→ TASK REQUIREMENTS
Set down all of the data exactly as it appears.

→ INPUT FOR THIS TASK
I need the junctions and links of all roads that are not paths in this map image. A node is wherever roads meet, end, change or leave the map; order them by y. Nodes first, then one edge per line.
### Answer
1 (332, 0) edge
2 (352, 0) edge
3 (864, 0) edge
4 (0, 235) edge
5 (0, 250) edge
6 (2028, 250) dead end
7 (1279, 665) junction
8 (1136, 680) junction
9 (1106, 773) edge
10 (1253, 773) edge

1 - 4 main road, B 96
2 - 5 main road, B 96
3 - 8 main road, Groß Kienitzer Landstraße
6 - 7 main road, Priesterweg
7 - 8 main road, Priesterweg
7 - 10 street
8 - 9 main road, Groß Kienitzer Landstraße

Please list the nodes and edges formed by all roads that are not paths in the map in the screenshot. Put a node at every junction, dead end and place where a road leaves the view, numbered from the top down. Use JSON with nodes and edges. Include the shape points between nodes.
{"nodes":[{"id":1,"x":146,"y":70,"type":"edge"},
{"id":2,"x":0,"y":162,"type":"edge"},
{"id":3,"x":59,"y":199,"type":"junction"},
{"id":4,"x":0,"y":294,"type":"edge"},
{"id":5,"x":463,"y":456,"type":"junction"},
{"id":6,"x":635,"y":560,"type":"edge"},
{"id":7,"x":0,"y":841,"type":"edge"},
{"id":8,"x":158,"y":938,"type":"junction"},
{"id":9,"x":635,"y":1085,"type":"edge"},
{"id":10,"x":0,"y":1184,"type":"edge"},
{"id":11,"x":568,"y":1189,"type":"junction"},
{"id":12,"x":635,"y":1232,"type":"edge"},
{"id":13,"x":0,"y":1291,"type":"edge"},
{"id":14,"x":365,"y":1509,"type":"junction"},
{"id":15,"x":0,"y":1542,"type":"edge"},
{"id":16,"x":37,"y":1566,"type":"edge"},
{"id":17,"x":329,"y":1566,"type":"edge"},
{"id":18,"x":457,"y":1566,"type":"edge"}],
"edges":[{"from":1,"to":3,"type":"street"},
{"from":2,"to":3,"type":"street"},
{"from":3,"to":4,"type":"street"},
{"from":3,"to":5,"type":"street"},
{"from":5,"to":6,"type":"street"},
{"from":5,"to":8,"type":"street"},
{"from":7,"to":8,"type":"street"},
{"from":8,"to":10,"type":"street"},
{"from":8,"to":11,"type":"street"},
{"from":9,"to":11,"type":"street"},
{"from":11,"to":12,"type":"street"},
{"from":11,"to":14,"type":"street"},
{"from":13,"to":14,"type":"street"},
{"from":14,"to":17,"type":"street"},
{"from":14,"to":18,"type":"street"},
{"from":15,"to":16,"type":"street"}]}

→ ANSWER TO THIS PROBLEM
I need the junctions and links of all roads that are not paths in this map image. A node is wherever roads meet, end, change or leave the map; order them by y. Nodes first, then one edge per line.
### Answer
1 (332, 0) edge
2 (352, 0) edge
3 (864, 0) edge
4 (0, 235) edge
5 (0, 250) edge
6 (2028, 250) dead end
7 (1279, 665) junction
8 (1136, 680) junction
9 (1106, 773) edge
10 (1253, 773) edge

1 - 4 main road, B 96
2 - 5 main road, B 96
3 - 8 main road, Groß Kienitzer Landstraße
6 - 7 main road, Priesterweg
7 - 8 main road, Priesterweg
7 - 10 street
8 - 9 main road, Groß Kienitzer Landstraße

Please list the nodes and edges formed by all roads that are not paths in the map in the screenshot. Put a node at every junction, dead end and place where a road leaves the view, numbered from the top down. Use JSON with nodes and edges. Include the shape points between nodes.
{"nodes":[{"id":1,"x":146,"y":70,"type":"edge"},
{"id":2,"x":0,"y":162,"type":"edge"},
{"id":3,"x":59,"y":199,"type":"junction"},
{"id":4,"x":0,"y":294,"type":"edge"},
{"id":5,"x":463,"y":456,"type":"junction"},
{"id":6,"x":635,"y":560,"type":"edge"},
{"id":7,"x":0,"y":841,"type":"edge"},
{"id":8,"x":158,"y":938,"type":"junction"},
{"id":9,"x":635,"y":1085,"type":"edge"},
{"id":10,"x":0,"y":1184,"type":"edge"},
{"id":11,"x":568,"y":1189,"type":"junction"},
{"id":12,"x":635,"y":1232,"type":"edge"},
{"id":13,"x":0,"y":1291,"type":"edge"},
{"id":14,"x":365,"y":1509,"type":"junction"},
{"id":15,"x":0,"y":1542,"type":"edge"},
{"id":16,"x":37,"y":1566,"type":"edge"},
{"id":17,"x":329,"y":1566,"type":"edge"},
{"id":18,"x":457,"y":1566,"type":"edge"}],
"edges":[{"from":1,"to":3,"type":"street"},
{"from":2,"to":3,"type":"street"},
{"from":3,"to":4,"type":"street"},
{"from":3,"to":5,"type":"street"},
{"from":5,"to":6,"type":"street"},
{"from":5,"to":8,"type":"street"},
{"from":7,"to":8,"type":"street"},
{"from":8,"to":10,"type":"street"},
{"from":8,"to":11,"type":"street"},
{"from":9,"to":11,"type":"street"},
{"from":11,"to":12,"type":"street"},
{"from":11,"to":14,"type":"street"},
{"from":13,"to":14,"type":"street"},
{"from":14,"to":17,"type":"street"},
{"from":14,"to":18,"type":"street"},
{"from":15,"to":16,"type":"street"}]}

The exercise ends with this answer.